If you put related data contiguously, I bet you the chances are it'll be together on the disk as well. The file system is free to do whatever it wants, but most sensible file systems probably try to not scatter data around when they know it belongs together (e.g. if it's a single file, even if that single file comprises of a large number of individual assets). That to me seems way different than e.g. storing each asset as an indivual file, which the file system is much more likely to scatter around because it doesn't know they're related - especially if they're in different directories and could be used in a number of different situations. If you need, say, 2,000 assets for a scene (often a map), and it takes 10 ms to load each one, that's already 20 s in total just for seeking, let alone actually loading the assets. I don't know how many assets you need to load at once in a modern game, but I don't think 2,000 sounds way off for an AAA game. Regardless, even if it's just 200 assets, it's still 20 s just for seeking, then some for loading, some for actually running code etc., and I don't think it's hard to see why loading times might be high if data is scattered all over the place.
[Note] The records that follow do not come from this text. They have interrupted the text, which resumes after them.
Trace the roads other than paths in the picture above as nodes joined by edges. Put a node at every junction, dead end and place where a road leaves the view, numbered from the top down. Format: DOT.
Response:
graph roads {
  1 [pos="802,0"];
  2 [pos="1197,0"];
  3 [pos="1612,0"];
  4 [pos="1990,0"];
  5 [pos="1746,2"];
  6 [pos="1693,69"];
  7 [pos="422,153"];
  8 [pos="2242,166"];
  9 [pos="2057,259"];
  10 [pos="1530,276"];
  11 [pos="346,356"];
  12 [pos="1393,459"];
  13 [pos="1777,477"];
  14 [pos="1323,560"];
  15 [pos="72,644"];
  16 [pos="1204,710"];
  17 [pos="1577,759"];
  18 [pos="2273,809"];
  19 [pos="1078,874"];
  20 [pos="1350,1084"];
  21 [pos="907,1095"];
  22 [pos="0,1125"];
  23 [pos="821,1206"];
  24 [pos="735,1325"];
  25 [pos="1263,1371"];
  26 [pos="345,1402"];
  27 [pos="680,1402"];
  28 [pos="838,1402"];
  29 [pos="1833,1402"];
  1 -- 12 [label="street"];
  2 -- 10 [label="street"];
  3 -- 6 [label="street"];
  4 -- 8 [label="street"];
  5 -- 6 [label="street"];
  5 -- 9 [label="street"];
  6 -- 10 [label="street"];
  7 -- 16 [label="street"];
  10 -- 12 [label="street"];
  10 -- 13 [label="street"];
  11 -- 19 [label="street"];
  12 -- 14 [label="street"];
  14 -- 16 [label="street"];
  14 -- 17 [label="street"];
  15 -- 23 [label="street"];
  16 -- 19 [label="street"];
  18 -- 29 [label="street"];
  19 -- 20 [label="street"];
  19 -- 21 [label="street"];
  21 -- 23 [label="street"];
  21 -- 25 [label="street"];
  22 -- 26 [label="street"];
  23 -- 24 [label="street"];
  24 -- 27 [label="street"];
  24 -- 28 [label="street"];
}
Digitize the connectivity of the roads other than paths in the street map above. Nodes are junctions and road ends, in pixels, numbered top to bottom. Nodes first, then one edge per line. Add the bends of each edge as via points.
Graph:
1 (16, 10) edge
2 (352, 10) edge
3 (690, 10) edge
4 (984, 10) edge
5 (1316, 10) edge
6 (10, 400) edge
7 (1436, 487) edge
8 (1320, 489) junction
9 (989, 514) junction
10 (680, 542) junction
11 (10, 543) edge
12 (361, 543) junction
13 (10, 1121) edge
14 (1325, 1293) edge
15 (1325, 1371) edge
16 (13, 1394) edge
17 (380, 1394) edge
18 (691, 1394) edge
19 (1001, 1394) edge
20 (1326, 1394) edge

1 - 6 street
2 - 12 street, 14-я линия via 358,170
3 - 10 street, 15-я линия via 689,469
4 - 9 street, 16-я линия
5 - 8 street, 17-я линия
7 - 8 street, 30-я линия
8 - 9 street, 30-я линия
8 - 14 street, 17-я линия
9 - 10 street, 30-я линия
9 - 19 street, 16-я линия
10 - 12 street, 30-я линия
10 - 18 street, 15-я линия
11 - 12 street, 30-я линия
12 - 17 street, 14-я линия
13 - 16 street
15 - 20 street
Developers do all kinds of stuff that's not guaranteed to work, and I'm sure game developers do it just as much if not more than others. I know that in low-level programming languages it's common to consider how exactly data is aligned in memory, how the CPU is likely to cache it etc. even though there might not be any actual guarantees. If it works now and has seemingly little reason to ever change on the target platform, why worry about it not being guaranteed? Stuff like that makes me uneasy personally, because I like guarantees, but that's also something that happens and works to my best knowledge.